MATERIALS PROVIDED:
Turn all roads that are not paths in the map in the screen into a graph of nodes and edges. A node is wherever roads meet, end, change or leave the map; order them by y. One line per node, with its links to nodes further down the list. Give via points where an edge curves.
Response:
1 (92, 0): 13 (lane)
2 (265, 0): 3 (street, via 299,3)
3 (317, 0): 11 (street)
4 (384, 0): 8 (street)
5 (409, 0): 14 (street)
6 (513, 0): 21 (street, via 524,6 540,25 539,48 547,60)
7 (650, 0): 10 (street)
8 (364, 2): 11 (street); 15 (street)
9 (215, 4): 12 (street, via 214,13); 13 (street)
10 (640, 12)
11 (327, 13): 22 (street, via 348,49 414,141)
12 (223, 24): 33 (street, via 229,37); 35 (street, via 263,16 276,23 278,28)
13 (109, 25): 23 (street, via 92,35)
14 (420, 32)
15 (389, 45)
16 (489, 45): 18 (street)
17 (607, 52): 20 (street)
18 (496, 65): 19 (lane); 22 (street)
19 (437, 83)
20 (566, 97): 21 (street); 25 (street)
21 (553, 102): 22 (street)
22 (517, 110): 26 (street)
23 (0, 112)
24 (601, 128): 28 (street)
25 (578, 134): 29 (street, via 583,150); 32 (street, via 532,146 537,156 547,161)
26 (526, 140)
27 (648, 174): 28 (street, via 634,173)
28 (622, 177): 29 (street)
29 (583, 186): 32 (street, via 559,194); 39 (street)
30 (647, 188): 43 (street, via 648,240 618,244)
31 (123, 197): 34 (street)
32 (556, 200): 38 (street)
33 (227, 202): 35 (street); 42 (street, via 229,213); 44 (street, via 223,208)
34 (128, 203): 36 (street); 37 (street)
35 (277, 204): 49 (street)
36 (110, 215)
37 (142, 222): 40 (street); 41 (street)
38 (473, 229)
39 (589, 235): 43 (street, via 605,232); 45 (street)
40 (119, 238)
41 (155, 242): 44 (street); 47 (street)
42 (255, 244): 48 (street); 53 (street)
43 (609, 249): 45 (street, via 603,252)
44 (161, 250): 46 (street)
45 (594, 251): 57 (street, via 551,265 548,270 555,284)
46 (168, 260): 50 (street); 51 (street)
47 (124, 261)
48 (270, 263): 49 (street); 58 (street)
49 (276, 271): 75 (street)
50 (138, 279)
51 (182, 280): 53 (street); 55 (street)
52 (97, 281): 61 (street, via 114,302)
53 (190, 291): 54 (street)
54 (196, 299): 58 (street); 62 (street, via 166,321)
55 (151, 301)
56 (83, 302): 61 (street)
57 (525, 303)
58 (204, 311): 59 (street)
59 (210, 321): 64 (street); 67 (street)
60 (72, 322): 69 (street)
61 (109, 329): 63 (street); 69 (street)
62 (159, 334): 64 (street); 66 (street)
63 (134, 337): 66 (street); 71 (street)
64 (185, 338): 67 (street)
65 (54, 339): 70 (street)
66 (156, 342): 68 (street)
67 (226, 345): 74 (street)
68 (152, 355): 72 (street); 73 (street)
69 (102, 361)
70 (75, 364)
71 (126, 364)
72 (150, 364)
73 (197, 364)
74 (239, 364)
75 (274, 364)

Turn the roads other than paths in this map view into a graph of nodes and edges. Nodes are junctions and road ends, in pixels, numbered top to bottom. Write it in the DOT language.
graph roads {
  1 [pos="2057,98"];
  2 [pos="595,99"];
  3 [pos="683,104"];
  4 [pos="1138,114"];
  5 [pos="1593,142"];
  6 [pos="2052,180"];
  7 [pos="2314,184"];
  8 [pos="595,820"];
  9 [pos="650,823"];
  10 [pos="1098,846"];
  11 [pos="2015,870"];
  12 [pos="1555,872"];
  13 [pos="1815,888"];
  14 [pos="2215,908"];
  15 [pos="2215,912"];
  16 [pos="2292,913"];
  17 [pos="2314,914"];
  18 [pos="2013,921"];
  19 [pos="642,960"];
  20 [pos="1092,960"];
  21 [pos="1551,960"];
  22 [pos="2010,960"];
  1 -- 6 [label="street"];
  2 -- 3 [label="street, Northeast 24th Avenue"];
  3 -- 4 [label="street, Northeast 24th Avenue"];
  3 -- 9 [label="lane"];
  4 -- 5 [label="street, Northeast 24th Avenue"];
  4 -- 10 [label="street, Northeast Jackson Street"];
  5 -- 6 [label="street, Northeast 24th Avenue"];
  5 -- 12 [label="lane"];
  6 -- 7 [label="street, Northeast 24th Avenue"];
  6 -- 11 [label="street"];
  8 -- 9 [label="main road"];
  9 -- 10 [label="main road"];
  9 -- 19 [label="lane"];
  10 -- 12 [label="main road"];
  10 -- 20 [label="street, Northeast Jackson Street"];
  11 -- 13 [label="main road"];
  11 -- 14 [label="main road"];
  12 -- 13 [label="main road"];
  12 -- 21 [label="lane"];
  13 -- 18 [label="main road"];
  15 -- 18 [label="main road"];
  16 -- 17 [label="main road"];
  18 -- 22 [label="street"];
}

WORK TO BE COMPLETED: Copy the material above exactly. Include every line.

TASK ANSWER:
Turn all roads that are not paths in the map in the screen into a graph of nodes and edges. A node is wherever roads meet, end, change or leave the map; order them by y. One line per node, with its links to nodes further down the list. Give via points where an edge curves.
Response:
1 (92, 0): 13 (lane)
2 (265, 0): 3 (street, via 299,3)
3 (317, 0): 11 (street)
4 (384, 0): 8 (street)
5 (409, 0): 14 (street)
6 (513, 0): 21 (street, via 524,6 540,25 539,48 547,60)
7 (650, 0): 10 (street)
8 (364, 2): 11 (street); 15 (street)
9 (215, 4): 12 (street, via 214,13); 13 (street)
10 (640, 12)
11 (327, 13): 22 (street, via 348,49 414,141)
12 (223, 24): 33 (street, via 229,37); 35 (street, via 263,16 276,23 278,28)
13 (109, 25): 23 (street, via 92,35)
14 (420, 32)
15 (389, 45)
16 (489, 45): 18 (street)
17 (607, 52): 20 (street)
18 (496, 65): 19 (lane); 22 (street)
19 (437, 83)
20 (566, 97): 21 (street); 25 (street)
21 (553, 102): 22 (street)
22 (517, 110): 26 (street)
23 (0, 112)
24 (601, 128): 28 (street)
25 (578, 134): 29 (street, via 583,150); 32 (street, via 532,146 537,156 547,161)
26 (526, 140)
27 (648, 174): 28 (street, via 634,173)
28 (622, 177): 29 (street)
29 (583, 186): 32 (street, via 559,194); 39 (street)
30 (647, 188): 43 (street, via 648,240 618,244)
31 (123, 197): 34 (street)
32 (556, 200): 38 (street)
33 (227, 202): 35 (street); 42 (street, via 229,213); 44 (street, via 223,208)
34 (128, 203): 36 (street); 37 (street)
35 (277, 204): 49 (street)
36 (110, 215)
37 (142, 222): 40 (street); 41 (street)
38 (473, 229)
39 (589, 235): 43 (street, via 605,232); 45 (street)
40 (119, 238)
41 (155, 242): 44 (street); 47 (street)
42 (255, 244): 48 (street); 53 (street)
43 (609, 249): 45 (street, via 603,252)
44 (161, 250): 46 (street)
45 (594, 251): 57 (street, via 551,265 548,270 555,284)
46 (168, 260): 50 (street); 51 (street)
47 (124, 261)
48 (270, 263): 49 (street); 58 (street)
49 (276, 271): 75 (street)
50 (138, 279)
51 (182, 280): 53 (street); 55 (street)
52 (97, 281): 61 (street, via 114,302)
53 (190, 291): 54 (street)
54 (196, 299): 58 (street); 62 (street, via 166,321)
55 (151, 301)
56 (83, 302): 61 (street)
57 (525, 303)
58 (204, 311): 59 (street)
59 (210, 321): 64 (street); 67 (street)
60 (72, 322): 69 (street)
61 (109, 329): 63 (street); 69 (street)
62 (159, 334): 64 (street); 66 (street)
63 (134, 337): 66 (street); 71 (street)
64 (185, 338): 67 (street)
65 (54, 339): 70 (street)
66 (156, 342): 68 (street)
67 (226, 345): 74 (street)
68 (152, 355): 72 (street); 73 (street)
69 (102, 361)
70 (75, 364)
71 (126, 364)
72 (150, 364)
73 (197, 364)
74 (239, 364)
75 (274, 364)

Turn the roads other than paths in this map view into a graph of nodes and edges. Nodes are junctions and road ends, in pixels, numbered top to bottom. Write it in the DOT language.
graph roads {
  1 [pos="2057,98"];
  2 [pos="595,99"];
  3 [pos="683,104"];
  4 [pos="1138,114"];
  5 [pos="1593,142"];
  6 [pos="2052,180"];
  7 [pos="2314,184"];
  8 [pos="595,820"];
  9 [pos="650,823"];
  10 [pos="1098,846"];
  11 [pos="2015,870"];
  12 [pos="1555,872"];
  13 [pos="1815,888"];
  14 [pos="2215,908"];
  15 [pos="2215,912"];
  16 [pos="2292,913"];
  17 [pos="2314,914"];
  18 [pos="2013,921"];
  19 [pos="642,960"];
  20 [pos="1092,960"];
  21 [pos="1551,960"];
  22 [pos="2010,960"];
  1 -- 6 [label="street"];
  2 -- 3 [label="street, Northeast 24th Avenue"];
  3 -- 4 [label="street, Northeast 24th Avenue"];
  3 -- 9 [label="lane"];
  4 -- 5 [label="street, Northeast 24th Avenue"];
  4 -- 10 [label="street, Northeast Jackson Street"];
  5 -- 6 [label="street, Northeast 24th Avenue"];
  5 -- 12 [label="lane"];
  6 -- 7 [label="street, Northeast 24th Avenue"];
  6 -- 11 [label="street"];
  8 -- 9 [label="main road"];
  9 -- 10 [label="main road"];
  9 -- 19 [label="lane"];
  10 -- 12 [label="main road"];
  10 -- 20 [label="street, Northeast Jackson Street"];
  11 -- 13 [label="main road"];
  11 -- 14 [label="main road"];
  12 -- 13 [label="main road"];
  12 -- 21 [label="lane"];
  13 -- 18 [label="main road"];
  15 -- 18 [label="main road"];
  16 -- 17 [label="main road"];
  18 -- 22 [label="street"];
}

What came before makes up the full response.